[INFORMATION GIVEN]
━━━━━━━━━━━━━━━━━━━━
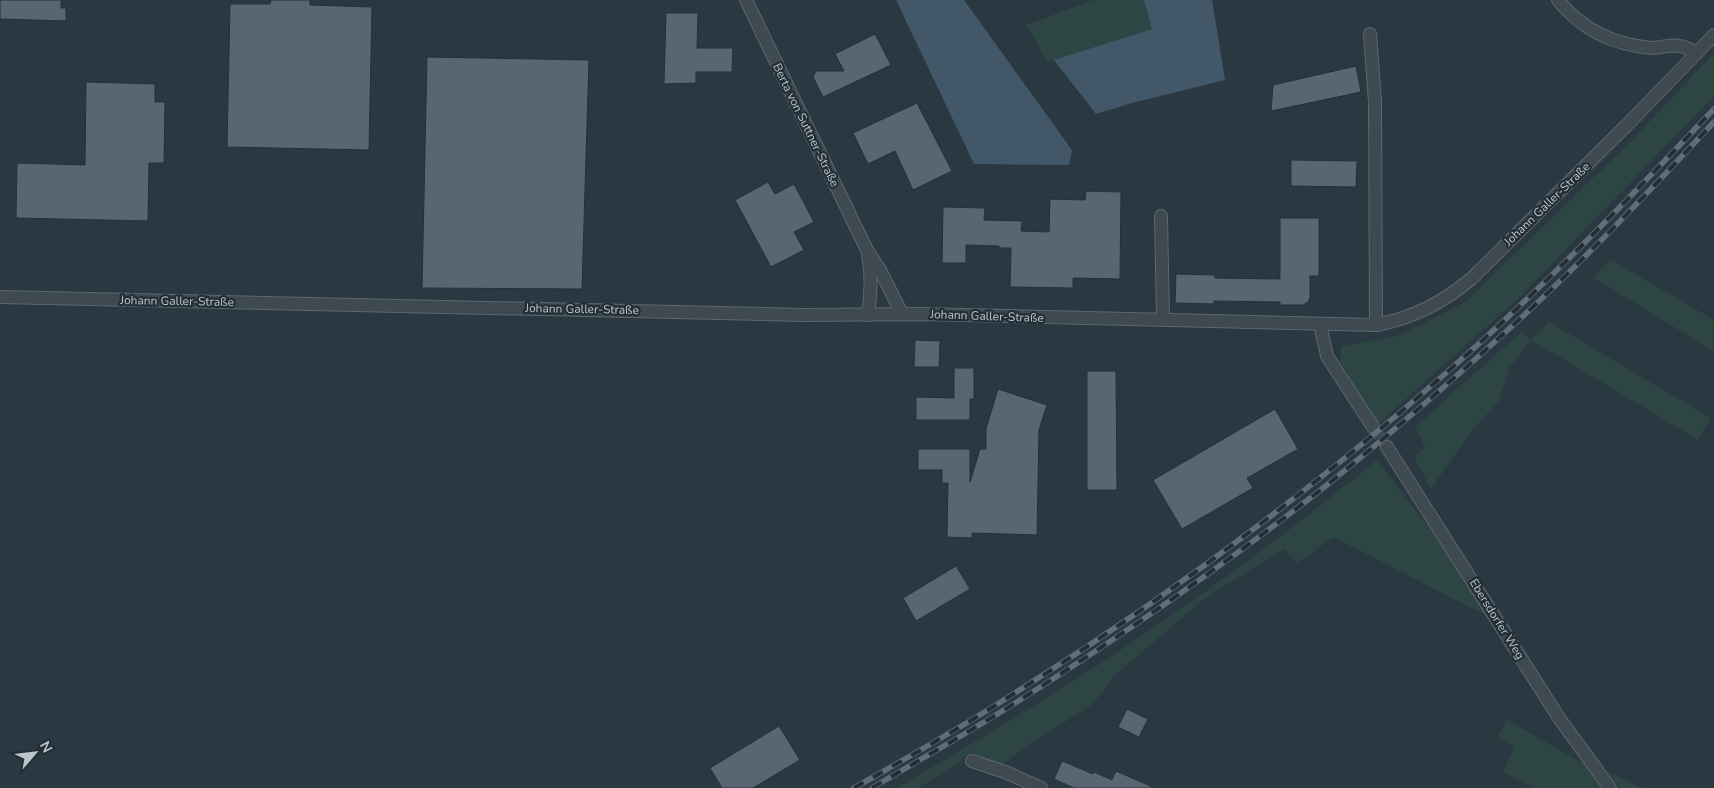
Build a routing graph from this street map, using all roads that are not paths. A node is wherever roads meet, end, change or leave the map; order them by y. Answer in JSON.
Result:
━━━━━━━━━━━━━━━━━━━━
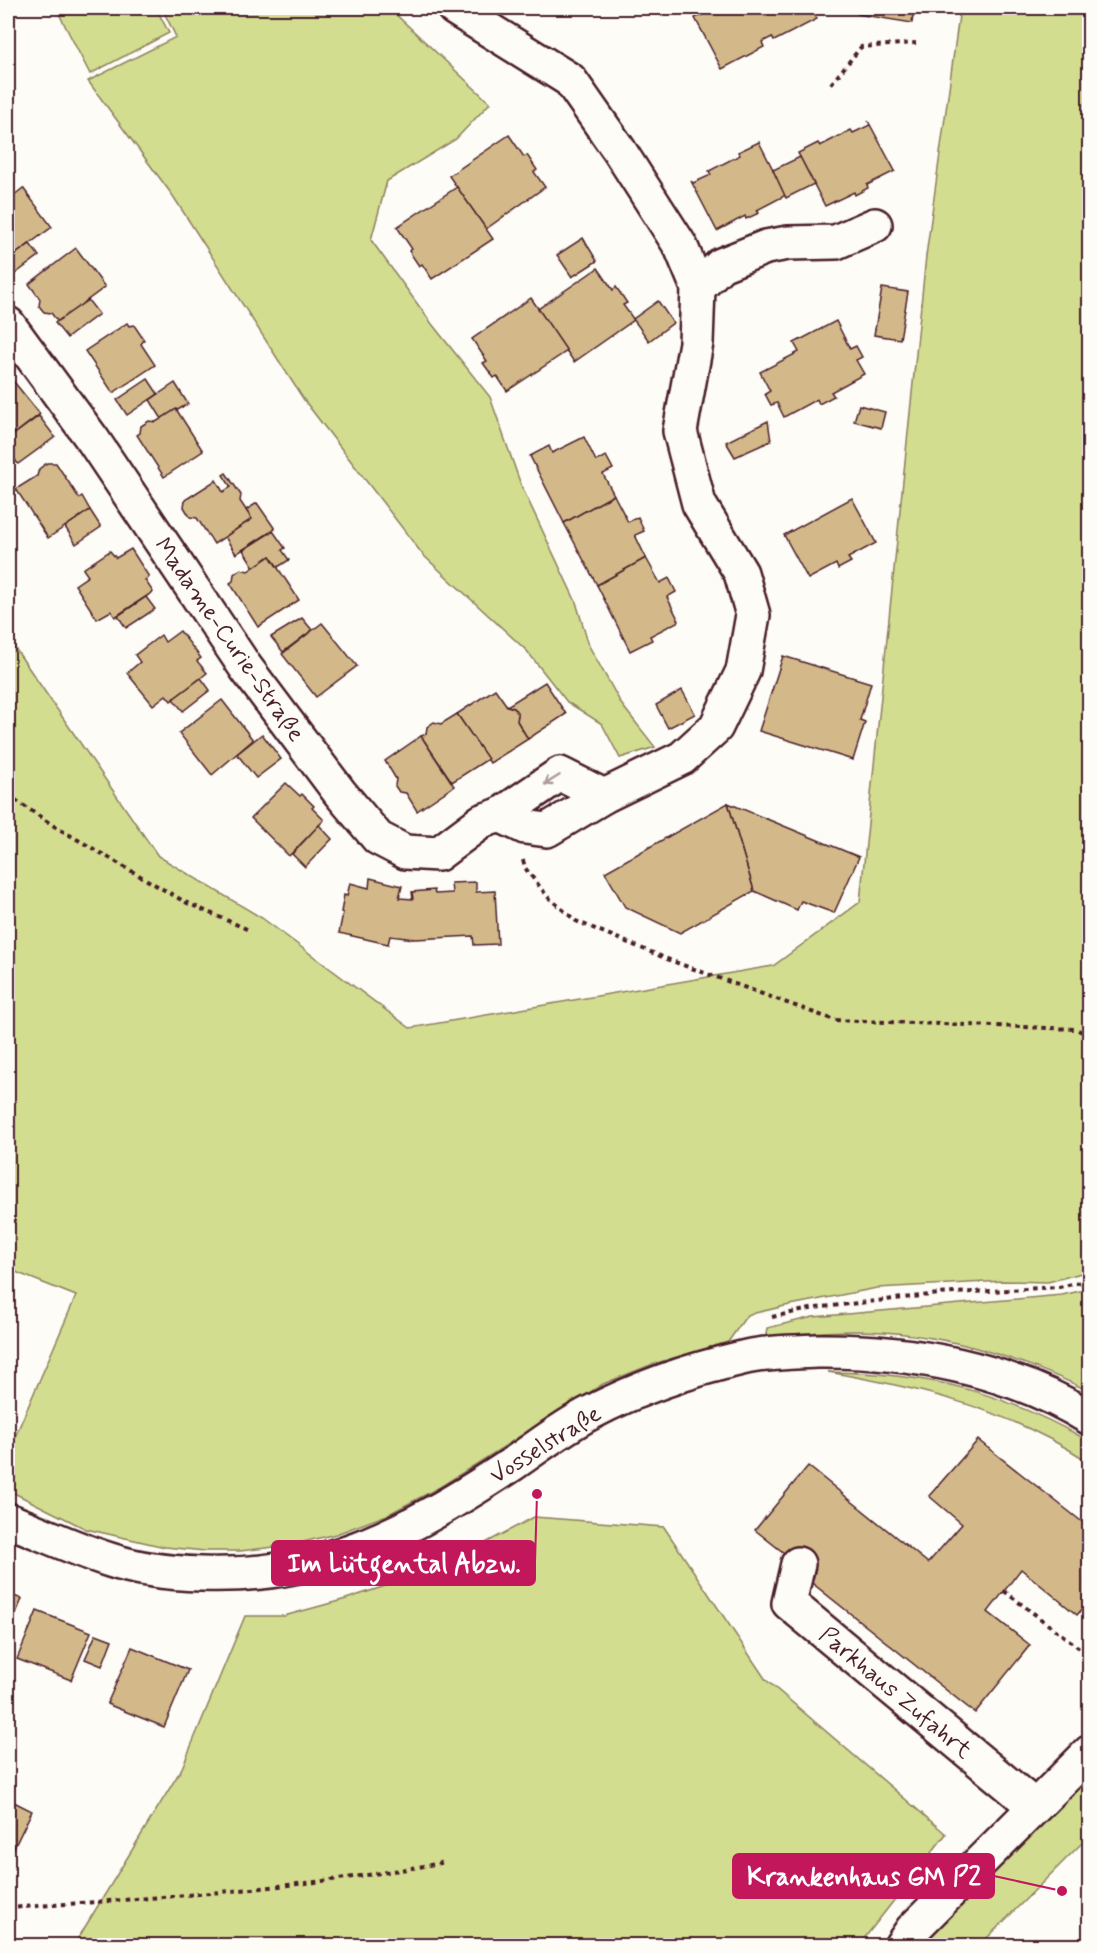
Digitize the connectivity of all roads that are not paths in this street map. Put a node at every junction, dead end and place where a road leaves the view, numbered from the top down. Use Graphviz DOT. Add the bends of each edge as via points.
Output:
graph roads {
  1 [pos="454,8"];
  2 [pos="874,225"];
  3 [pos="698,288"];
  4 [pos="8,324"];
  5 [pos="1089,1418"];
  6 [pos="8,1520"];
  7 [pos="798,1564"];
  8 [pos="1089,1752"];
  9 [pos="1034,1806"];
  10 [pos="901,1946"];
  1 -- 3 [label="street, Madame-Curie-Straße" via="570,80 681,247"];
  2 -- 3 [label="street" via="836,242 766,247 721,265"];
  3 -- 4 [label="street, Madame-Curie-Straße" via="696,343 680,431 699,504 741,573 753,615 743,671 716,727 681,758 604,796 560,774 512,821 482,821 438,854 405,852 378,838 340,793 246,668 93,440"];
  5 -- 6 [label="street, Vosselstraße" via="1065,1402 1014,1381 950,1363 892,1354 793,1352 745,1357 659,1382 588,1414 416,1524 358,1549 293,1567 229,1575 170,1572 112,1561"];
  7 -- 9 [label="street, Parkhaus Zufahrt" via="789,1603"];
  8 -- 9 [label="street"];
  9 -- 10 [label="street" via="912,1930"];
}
━━━━━━━━━━━━━━━━━━━━
[PROBLEM]
Search the entries for the word "from" and gather every line where it appears.

[ANSWER SECTION]
Build a routing graph from this street map, using all roads that are not paths. A node is wherever roads meet, end, change or leave the map; order them by y. Answer in JSON.
Digitize the connectivity of all roads that are not paths in this street map. Put a node at every junction, dead end and place where a road leaves the view, numbered from the top down. Use Graphviz DOT. Add the bends of each edge as via points.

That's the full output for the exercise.